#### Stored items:
-----

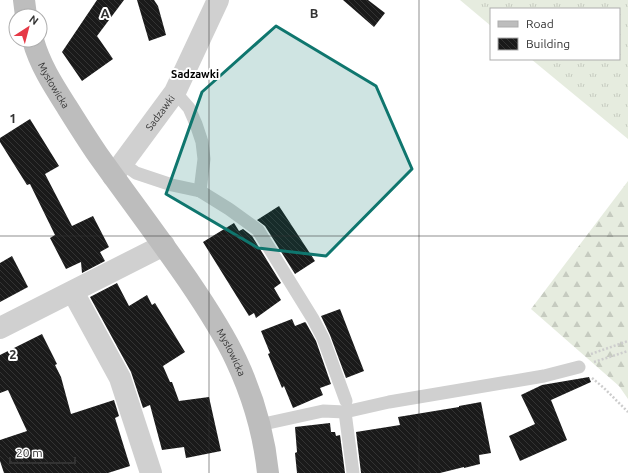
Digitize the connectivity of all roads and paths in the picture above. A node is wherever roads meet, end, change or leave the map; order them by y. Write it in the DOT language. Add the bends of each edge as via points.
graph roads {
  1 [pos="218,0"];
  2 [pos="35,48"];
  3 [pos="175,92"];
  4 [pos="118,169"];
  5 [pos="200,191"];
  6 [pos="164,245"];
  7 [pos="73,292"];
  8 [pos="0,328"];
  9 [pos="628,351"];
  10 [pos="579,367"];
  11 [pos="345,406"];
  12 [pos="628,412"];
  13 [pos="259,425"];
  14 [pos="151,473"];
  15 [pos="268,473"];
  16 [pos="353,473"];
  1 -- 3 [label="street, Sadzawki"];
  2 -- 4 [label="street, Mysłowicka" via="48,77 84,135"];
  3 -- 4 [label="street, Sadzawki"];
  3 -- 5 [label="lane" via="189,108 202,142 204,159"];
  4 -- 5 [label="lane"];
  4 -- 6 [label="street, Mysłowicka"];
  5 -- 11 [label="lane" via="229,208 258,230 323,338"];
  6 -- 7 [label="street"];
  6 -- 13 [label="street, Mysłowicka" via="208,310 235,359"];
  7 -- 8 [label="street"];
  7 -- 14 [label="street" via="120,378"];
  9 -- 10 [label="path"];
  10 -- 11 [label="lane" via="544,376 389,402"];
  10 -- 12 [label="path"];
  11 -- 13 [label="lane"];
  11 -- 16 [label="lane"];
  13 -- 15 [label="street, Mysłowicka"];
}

-----

#### What is needed:
Print all of the entries word for word. Omit the pictures they contain.

#### Written solution:
Digitize the connectivity of all roads and paths in the picture above. A node is wherever roads meet, end, change or leave the map; order them by y. Write it in the DOT language. Add the bends of each edge as via points.
graph roads {
  1 [pos="218,0"];
  2 [pos="35,48"];
  3 [pos="175,92"];
  4 [pos="118,169"];
  5 [pos="200,191"];
  6 [pos="164,245"];
  7 [pos="73,292"];
  8 [pos="0,328"];
  9 [pos="628,351"];
  10 [pos="579,367"];
  11 [pos="345,406"];
  12 [pos="628,412"];
  13 [pos="259,425"];
  14 [pos="151,473"];
  15 [pos="268,473"];
  16 [pos="353,473"];
  1 -- 3 [label="street, Sadzawki"];
  2 -- 4 [label="street, Mysłowicka" via="48,77 84,135"];
  3 -- 4 [label="street, Sadzawki"];
  3 -- 5 [label="lane" via="189,108 202,142 204,159"];
  4 -- 5 [label="lane"];
  4 -- 6 [label="street, Mysłowicka"];
  5 -- 11 [label="lane" via="229,208 258,230 323,338"];
  6 -- 7 [label="street"];
  6 -- 13 [label="street, Mysłowicka" via="208,310 235,359"];
  7 -- 8 [label="street"];
  7 -- 14 [label="street" via="120,378"];
  9 -- 10 [label="path"];
  10 -- 11 [label="lane" via="544,376 389,402"];
  10 -- 12 [label="path"];
  11 -- 13 [label="lane"];
  11 -- 16 [label="lane"];
  13 -- 15 [label="street, Mysłowicka"];
}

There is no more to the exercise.